• Extracted records
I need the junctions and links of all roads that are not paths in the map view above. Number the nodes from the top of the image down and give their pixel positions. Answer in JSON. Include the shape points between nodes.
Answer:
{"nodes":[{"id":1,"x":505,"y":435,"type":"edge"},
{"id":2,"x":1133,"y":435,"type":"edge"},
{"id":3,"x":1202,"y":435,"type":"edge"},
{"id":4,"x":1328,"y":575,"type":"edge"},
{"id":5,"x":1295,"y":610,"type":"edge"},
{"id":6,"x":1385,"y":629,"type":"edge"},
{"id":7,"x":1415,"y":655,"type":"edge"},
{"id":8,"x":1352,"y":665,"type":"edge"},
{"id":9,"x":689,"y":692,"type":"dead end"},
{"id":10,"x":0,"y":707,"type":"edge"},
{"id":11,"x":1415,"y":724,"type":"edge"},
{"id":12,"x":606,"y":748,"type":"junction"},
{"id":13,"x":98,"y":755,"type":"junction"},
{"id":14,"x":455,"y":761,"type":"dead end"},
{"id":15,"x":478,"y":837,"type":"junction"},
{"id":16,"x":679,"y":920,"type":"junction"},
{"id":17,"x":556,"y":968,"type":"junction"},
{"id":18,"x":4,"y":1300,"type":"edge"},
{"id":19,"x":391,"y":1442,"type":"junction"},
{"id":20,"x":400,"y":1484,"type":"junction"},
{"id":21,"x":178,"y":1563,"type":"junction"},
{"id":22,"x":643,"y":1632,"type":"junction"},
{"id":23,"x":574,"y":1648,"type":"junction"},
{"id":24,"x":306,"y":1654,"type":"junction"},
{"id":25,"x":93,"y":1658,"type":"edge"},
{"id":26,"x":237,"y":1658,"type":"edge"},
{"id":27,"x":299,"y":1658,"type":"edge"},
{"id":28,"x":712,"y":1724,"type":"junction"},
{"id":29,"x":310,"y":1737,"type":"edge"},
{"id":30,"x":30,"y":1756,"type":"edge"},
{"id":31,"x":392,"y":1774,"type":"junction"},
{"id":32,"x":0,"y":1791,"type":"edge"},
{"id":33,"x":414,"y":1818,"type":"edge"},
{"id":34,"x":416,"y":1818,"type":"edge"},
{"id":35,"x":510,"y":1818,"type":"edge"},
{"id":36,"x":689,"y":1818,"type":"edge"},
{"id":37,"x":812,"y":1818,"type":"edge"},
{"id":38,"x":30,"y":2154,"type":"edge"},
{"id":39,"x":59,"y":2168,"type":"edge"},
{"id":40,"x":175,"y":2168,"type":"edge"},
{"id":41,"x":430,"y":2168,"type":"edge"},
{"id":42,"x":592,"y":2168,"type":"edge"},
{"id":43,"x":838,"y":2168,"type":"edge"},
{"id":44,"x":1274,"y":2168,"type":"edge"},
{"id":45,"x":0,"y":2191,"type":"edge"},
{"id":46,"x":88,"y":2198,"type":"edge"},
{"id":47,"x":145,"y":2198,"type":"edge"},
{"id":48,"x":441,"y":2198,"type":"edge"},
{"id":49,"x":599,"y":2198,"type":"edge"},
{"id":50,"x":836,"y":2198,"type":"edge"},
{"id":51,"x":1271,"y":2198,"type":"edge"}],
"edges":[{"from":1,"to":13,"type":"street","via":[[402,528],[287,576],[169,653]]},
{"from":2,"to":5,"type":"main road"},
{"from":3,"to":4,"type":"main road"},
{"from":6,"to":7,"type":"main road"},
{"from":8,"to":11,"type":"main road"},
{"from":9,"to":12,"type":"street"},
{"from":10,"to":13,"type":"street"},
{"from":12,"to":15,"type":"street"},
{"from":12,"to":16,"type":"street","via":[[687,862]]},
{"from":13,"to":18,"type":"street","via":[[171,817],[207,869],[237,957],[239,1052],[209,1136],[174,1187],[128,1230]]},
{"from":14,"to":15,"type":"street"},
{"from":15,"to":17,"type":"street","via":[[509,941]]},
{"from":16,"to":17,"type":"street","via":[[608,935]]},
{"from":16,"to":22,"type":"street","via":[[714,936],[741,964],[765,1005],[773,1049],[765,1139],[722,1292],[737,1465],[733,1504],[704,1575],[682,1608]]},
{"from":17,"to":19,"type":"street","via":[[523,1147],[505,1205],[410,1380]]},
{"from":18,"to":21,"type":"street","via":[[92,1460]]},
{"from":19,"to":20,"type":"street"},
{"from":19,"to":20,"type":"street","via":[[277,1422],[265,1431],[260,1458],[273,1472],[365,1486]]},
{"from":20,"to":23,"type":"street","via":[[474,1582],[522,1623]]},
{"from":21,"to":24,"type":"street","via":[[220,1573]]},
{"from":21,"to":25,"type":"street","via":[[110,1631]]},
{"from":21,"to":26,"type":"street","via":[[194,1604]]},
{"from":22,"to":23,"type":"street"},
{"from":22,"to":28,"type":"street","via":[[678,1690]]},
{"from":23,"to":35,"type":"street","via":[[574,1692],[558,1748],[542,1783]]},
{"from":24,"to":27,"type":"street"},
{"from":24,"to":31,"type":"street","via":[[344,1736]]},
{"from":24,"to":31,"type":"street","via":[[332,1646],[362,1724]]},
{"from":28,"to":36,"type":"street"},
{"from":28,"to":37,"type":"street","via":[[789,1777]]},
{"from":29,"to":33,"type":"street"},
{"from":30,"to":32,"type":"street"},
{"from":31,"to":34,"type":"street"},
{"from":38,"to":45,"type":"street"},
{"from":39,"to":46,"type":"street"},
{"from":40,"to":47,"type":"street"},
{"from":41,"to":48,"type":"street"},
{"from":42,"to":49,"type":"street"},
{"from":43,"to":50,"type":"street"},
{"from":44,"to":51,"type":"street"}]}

--

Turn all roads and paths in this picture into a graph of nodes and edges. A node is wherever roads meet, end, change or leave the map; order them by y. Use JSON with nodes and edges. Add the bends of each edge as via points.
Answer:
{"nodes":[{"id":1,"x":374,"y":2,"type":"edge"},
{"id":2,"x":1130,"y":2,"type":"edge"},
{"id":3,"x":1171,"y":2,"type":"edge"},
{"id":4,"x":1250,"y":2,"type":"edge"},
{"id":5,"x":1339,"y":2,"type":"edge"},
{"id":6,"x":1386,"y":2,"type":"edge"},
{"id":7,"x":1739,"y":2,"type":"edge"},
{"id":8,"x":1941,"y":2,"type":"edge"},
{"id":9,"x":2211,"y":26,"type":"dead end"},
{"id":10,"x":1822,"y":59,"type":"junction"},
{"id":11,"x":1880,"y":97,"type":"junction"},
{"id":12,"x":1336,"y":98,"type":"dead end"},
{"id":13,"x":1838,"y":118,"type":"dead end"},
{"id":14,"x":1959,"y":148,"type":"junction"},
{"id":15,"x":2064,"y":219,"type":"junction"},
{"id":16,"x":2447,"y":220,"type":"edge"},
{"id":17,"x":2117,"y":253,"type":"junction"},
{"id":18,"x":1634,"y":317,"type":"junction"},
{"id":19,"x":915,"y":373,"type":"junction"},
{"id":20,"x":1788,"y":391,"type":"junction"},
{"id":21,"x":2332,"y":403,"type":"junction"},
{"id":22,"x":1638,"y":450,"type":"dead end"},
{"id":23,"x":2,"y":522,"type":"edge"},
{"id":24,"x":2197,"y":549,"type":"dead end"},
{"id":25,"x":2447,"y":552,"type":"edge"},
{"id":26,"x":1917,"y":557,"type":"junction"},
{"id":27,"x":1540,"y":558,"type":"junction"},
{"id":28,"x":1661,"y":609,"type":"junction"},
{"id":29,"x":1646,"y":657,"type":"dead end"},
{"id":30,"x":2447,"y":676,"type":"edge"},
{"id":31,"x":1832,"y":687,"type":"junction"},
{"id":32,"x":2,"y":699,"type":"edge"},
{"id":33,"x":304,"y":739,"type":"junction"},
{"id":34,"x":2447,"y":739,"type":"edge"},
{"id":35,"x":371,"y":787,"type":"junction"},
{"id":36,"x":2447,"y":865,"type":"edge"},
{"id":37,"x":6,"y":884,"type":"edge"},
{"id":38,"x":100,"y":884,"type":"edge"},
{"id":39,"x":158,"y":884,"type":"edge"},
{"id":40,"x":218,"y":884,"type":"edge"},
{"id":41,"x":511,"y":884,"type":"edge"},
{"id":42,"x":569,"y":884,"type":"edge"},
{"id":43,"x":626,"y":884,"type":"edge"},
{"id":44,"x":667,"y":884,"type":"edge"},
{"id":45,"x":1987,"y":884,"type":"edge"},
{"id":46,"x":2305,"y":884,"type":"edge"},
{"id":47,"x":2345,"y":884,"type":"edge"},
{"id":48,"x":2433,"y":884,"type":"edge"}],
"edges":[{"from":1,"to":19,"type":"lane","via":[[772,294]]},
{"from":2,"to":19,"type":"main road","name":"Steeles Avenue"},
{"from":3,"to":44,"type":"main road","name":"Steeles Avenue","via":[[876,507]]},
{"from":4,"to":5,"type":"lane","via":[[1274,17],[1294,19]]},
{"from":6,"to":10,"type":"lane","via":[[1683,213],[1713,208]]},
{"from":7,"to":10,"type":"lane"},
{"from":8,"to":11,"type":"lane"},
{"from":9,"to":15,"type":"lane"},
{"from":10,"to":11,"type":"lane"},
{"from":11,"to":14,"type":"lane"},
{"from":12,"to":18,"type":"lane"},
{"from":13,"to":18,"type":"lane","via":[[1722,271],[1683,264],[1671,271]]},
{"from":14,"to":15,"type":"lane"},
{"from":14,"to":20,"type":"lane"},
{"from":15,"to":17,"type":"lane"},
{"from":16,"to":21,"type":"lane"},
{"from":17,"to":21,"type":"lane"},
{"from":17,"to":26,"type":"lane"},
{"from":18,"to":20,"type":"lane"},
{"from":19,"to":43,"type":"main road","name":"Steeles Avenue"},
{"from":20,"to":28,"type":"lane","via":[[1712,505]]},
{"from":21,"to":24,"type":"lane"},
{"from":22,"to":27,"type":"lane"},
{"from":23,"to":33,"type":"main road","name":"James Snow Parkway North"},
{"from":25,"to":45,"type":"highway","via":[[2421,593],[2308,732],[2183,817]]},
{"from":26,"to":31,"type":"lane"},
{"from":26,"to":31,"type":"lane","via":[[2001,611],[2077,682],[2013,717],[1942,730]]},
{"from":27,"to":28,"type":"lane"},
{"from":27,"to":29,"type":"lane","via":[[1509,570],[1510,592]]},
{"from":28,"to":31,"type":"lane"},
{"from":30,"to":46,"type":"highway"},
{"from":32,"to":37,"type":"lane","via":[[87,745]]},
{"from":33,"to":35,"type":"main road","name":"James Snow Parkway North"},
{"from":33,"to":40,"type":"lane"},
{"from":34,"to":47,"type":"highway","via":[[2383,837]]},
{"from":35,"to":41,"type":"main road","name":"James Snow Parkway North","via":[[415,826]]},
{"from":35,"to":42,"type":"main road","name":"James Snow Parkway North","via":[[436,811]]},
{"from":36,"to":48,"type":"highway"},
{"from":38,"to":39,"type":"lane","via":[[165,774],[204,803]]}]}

• Brief
Looking through the data above, copy out each line in which the string "points" occurs.

• Response box
I need the junctions and links of all roads that are not paths in the map view above. Number the nodes from the top of the image down and give their pixel positions. Answer in JSON. Include the shape points between nodes.
Turn all roads and paths in this picture into a graph of nodes and edges. A node is wherever roads meet, end, change or leave the map; order them by y. Use JSON with nodes and edges. Add the bends of each edge as via points.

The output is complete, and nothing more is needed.